Seit kurzem ist die altehrwürdige Zeitschrift für Ethnologie  frei zugänglich. Alle Artikel der neueren Ausgaben (ab 2023) sind gratis zu lesen. Doch so gut wie alle Artikel sind auf Englisch.

Paywalls überall: Wie kann man sich noch über Sozial- und Kulturanthropologie / Ethnologie informieren?  hab ich vor vier Jahren gefragt. Zugang zu Wissen, der so essenziell ist für eine funktionierende Demokratie, wird schwieriger, da fast alle Zeitungen und Online-Medien sich vom offenen Internet verabschiedet haben. Neuere Online-Magazine sind auch meist nur für Abonnenten zugänglich, Blogs gibt es auch kaum mehr. Und die Zeitschriften? Die haben eine umgekehrte Entwicklung vollzogen, von geschlossen zu offen. Das wäre der Moment für Zeitschriften – und damit der Wissenschaften, mehr in Kontakt mit der Öffentlichkeit zu treten.  Eigentlich wären Zeitschriften jetzt wichtiger denn je.

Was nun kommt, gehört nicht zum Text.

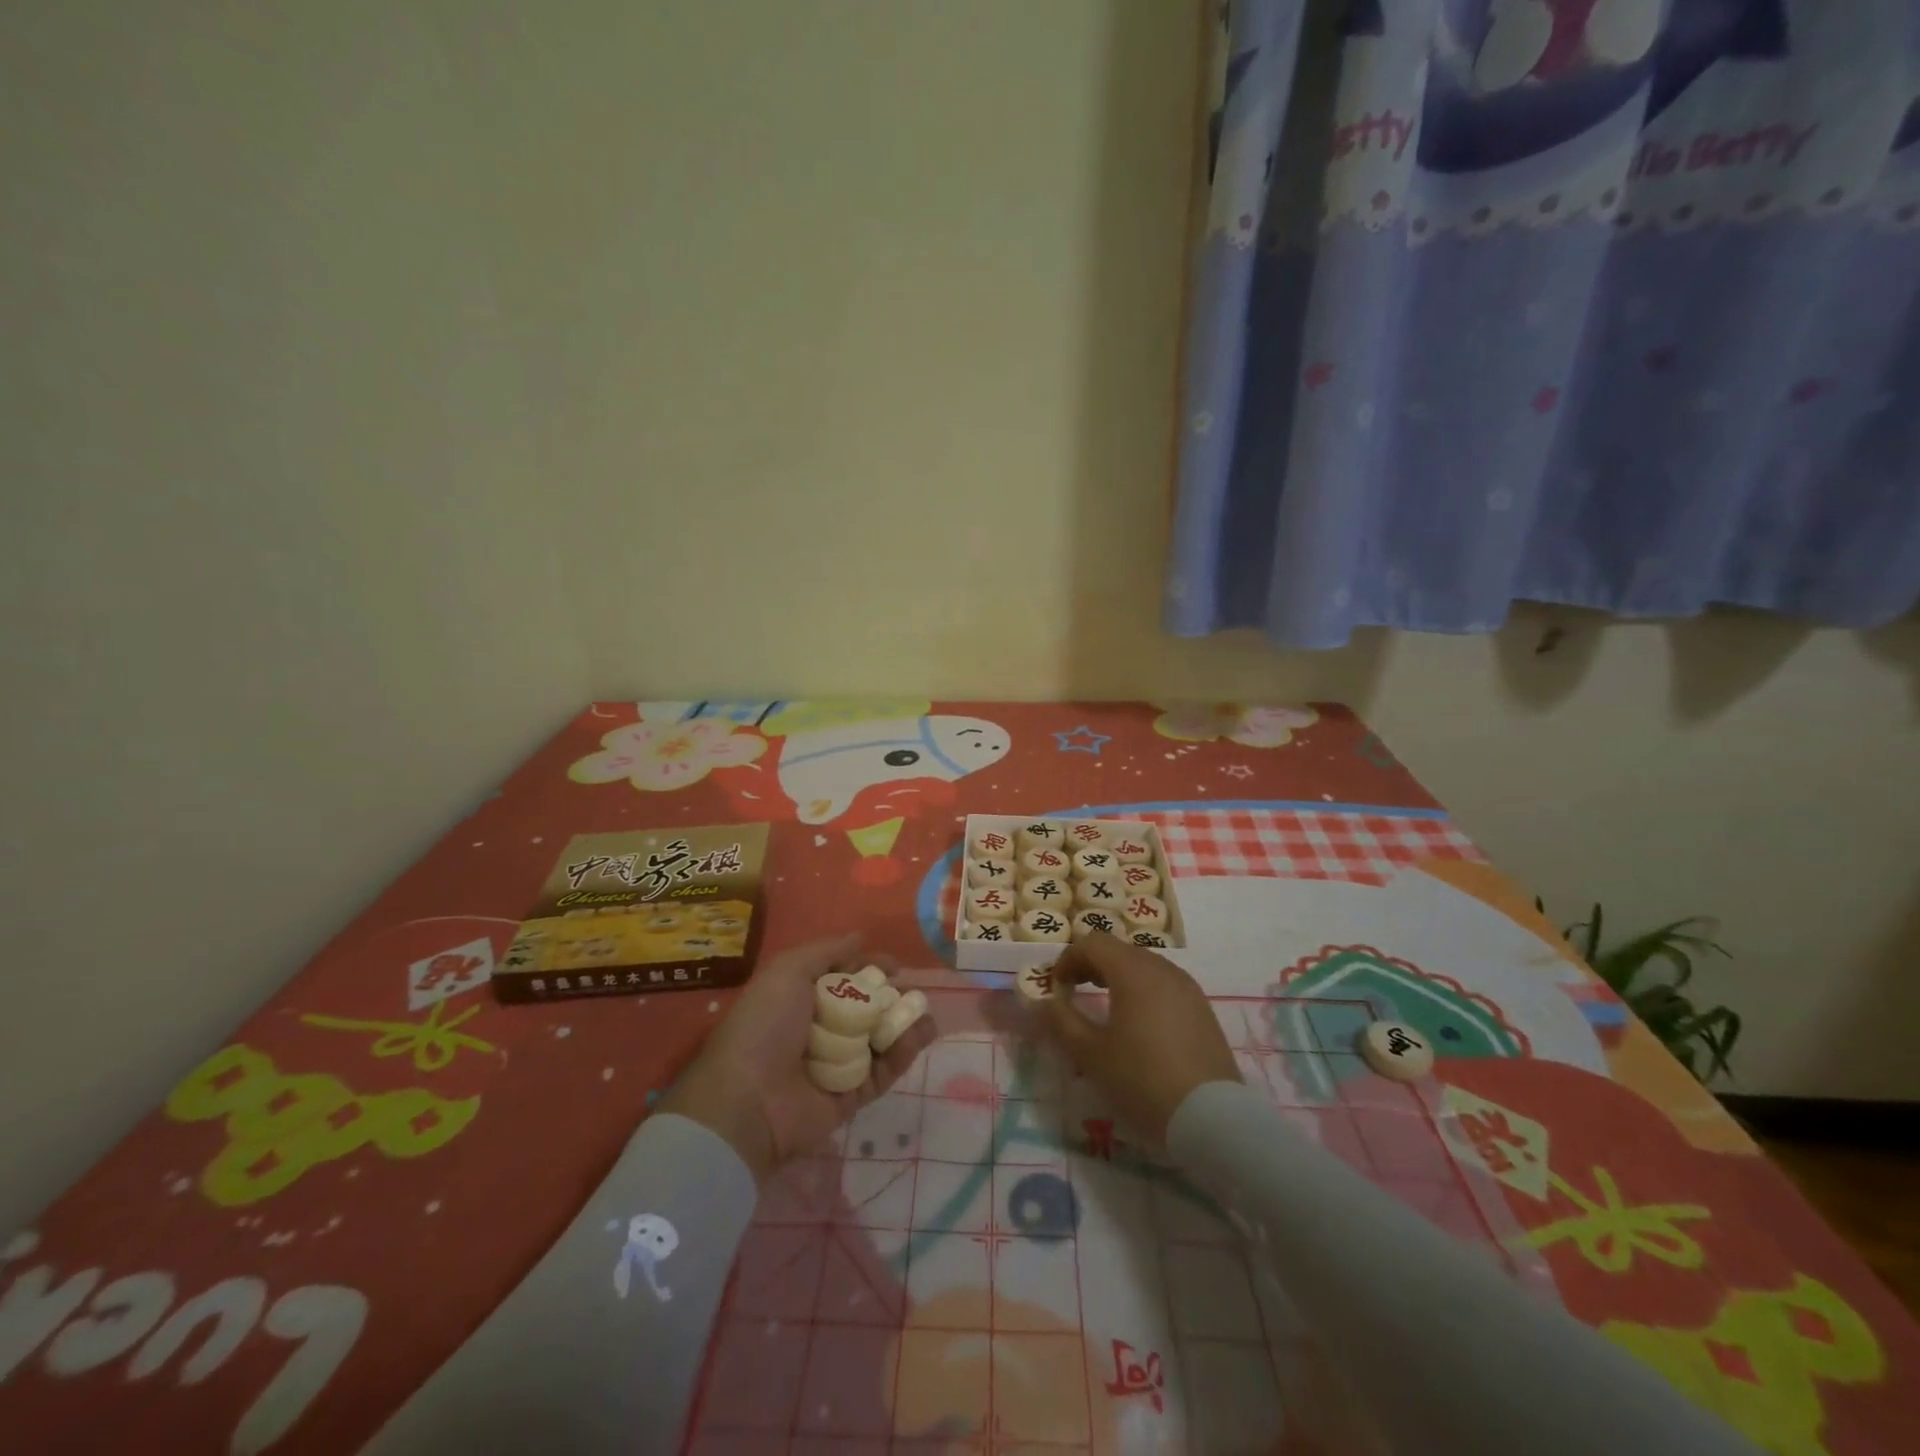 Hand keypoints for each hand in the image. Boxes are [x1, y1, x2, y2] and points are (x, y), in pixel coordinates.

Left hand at [658, 934, 936, 1183]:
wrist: (748, 1100)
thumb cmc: (765, 1025)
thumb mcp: (788, 971)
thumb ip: (827, 952)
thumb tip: (859, 937)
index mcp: (798, 1000)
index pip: (842, 979)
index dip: (869, 968)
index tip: (896, 966)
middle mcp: (817, 1031)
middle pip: (864, 1010)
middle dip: (891, 999)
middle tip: (916, 992)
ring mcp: (834, 1066)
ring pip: (878, 1041)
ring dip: (904, 1026)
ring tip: (927, 1014)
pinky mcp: (849, 1098)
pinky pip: (881, 1073)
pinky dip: (901, 1055)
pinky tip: (920, 1035)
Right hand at [1042, 932, 1239, 1141]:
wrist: (1212, 1119)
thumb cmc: (1142, 1081)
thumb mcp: (1090, 1055)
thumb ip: (1061, 1022)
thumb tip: (1041, 1002)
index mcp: (1133, 971)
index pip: (1093, 943)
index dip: (1068, 959)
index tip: (1056, 989)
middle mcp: (1162, 968)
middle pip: (1119, 950)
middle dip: (1091, 966)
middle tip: (1075, 994)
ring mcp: (1187, 988)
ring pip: (1144, 966)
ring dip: (1118, 978)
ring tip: (1106, 1010)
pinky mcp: (1202, 1009)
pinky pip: (1164, 985)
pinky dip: (1143, 992)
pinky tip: (1139, 1027) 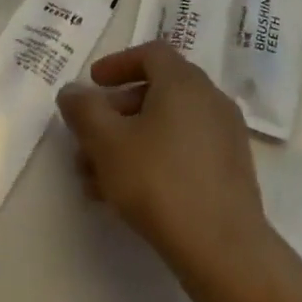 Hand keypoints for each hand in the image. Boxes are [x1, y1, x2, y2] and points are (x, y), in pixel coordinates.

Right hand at [56, 41, 272, 279]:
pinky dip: (154, 158)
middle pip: (157, 91)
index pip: (150, 53)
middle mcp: (209, 98)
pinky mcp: (230, 168)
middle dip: (115, 113)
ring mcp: (224, 134)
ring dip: (129, 142)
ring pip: (167, 126)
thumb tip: (71, 91)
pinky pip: (185, 149)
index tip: (92, 84)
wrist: (223, 247)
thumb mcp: (107, 144)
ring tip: (95, 179)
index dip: (117, 64)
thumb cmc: (159, 182)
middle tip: (87, 139)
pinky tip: (127, 195)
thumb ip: (84, 111)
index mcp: (184, 81)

Es gibt nicht viele sozial- oder kulturanthropologische Zeitschriften im deutschsprachigen Raum. Neben der Zeitschrift für Ethnologie gibt es noch die  Schweizerische Zeitschrift für Sozial- und Kulturanthropologie sowie Ethnoscripts. Doch in keinem dieser Publikationen findet man – von Buchbesprechungen abgesehen – etwas auf Deutsch zu lesen. Damit bleiben die Texte – auch wegen des Jargons – nur einer Minderheit hierzulande zugänglich.

Die Anglifizierung ist ja eine gute Sache, was den internationalen Austausch betrifft, für den gesellschaftlichen Diskurs im Land jedoch weniger.

Besser sieht es auf Deutsch lediglich in Zeitschriften aus, die sich mehr in Richtung – wie man früher sagte – “Volkskunde” oder “Europäische Ethnologie” orientieren. Beispiele hierfür sind das Hamburger Journal für Kulturanthropologie oder interdisziplinäre Zeitschriften wie suburban.

Damit haben sich die wissenschaftlichen Blätter im deutschsprachigen Raum für einen anderen Weg entschieden als Publikationen in Norwegen, wo es immer noch erstaunlich viele wissenschaftliche Zeitschriften gibt, in denen so gut wie alle  Texte auf Norwegisch sind, so auch in Norsk Antropologisk Tidsskrift.  In Norwegen werden Norwegisch-sprachige Zeitschriften auch besonders vom Staat gefördert.

Auch in der dänischen Tidsskriftet Antropologi lässt sich alles bequem auf seiner Muttersprache lesen, und in der schwedischen Kulturella Perspektiv  zumindest teilweise. Und besonders gut sieht es aus für die Spanisch-Sprechenden; Auf dieser Sprache gibt es fast die meisten offenen Zeitschriften.

Zum Schluss ein Verweis auf den einzigen Artikel auf Deutsch in der Zeitschrift für Ethnologie:

Peter Rohrbacher: Politisches Chamäleon: Richard Thurnwald und seine kolonialethnologischen Ansätze in der NS-Zeit (2/2024)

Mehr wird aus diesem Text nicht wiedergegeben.